***** MATERIAL PROVIDED *****

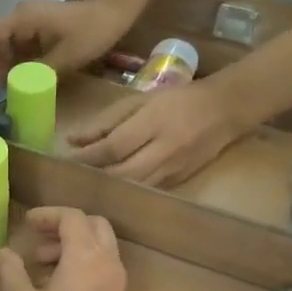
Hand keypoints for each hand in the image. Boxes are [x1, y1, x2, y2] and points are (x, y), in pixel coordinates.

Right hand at [0, 0, 135, 80]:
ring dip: (10, 67)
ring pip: (9, 46)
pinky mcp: (42, 28)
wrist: (118, 11)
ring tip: (15, 88)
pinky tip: (29, 79)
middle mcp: (22, 16)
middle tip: (3, 90)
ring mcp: (32, 21)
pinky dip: (23, 62)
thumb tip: (17, 88)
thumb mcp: (65, 57)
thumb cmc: (92, 31)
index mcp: (23, 18)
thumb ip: (37, 72)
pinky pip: (24, 46)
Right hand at [0, 208, 126, 290]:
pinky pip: (102, 264)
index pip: (72, 218)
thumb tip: (4, 254)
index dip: (48, 215)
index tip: (27, 223)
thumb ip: (11, 272)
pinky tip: (57, 283)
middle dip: (65, 225)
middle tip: (38, 237)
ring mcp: (116, 280)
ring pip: (100, 244)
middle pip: (93, 225)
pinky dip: (82, 260)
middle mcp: (107, 262)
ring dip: (73, 243)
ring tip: (41, 263)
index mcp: (86, 256)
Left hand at [68, 81, 252, 187]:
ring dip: (107, 187)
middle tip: (72, 175)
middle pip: (121, 173)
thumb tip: (72, 139)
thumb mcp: (139, 100)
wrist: (226, 110)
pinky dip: (125, 190)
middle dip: (94, 175)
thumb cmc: (177, 100)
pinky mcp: (178, 182)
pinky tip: (109, 187)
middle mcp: (164, 149)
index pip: (113, 147)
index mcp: (153, 123)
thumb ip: (105, 121)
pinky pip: (145, 190)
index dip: (87, 156)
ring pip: (133, 186)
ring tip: (86, 182)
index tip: (66, 159)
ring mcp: (173, 169)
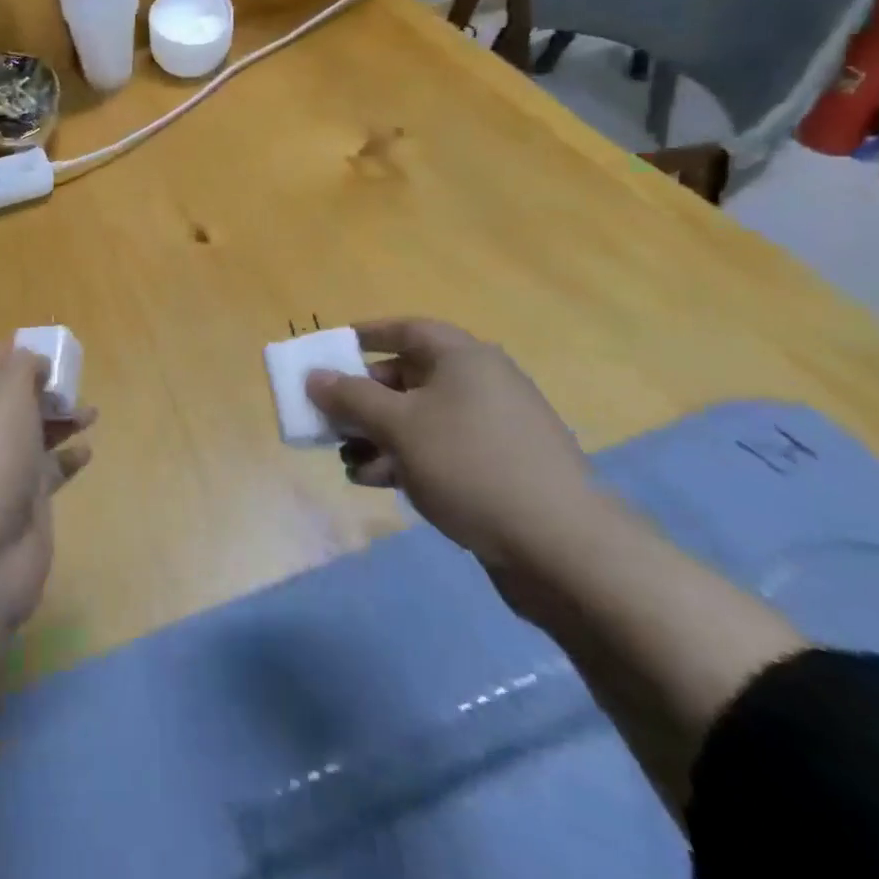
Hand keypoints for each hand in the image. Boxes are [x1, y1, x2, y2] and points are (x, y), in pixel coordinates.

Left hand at [0, 344, 92, 629]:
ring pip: (32, 434)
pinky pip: (47, 472)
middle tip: (75, 380)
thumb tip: (34, 361)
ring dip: (60, 420)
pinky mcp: (22, 505)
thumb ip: (23, 368)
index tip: (51, 345)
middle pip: (12, 399)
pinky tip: (87, 451)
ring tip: (91, 412)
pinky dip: (66, 459)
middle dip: (43, 387)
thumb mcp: (5, 396)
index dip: (18, 351)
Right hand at [305, 319, 596, 567]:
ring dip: (378, 435)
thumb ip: (350, 397)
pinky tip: (376, 482)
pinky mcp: (499, 468)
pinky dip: (406, 459)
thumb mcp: (398, 426)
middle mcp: (480, 384)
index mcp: (463, 358)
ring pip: (420, 419)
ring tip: (346, 460)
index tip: (331, 350)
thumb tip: (314, 376)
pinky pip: (439, 450)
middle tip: (330, 416)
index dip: (366, 335)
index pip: (407, 329)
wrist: (564, 548)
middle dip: (363, 398)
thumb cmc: (470, 465)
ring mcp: (493, 429)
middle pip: (408, 377)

*****

WORK TO COMPLETE:
The output should be exactly the lines above from the line containing "thumb mcp: (5, 396)" to the line containing "pinky pip: (439, 450)", inclusive, with no other lines.

EXPECTED ANSWER:
thumb mcp: (5, 396)
index dip: (18, 351)
Right hand at [305, 319, 596, 567]:
ring dip: (378, 435)
thumb ip: (350, 397)
pinky tip: (376, 482)
pinky mcp: (499, 468)
pinky dip: (406, 459)
thumb mcp: (398, 426)
middle mcp: (480, 384)
index mcp: (463, 358)
ring pip: (420, 419)
ring tip: (346, 460)
index tip: (331, 350)
thumb tip: (314, 376)
pinky pip: (439, 450)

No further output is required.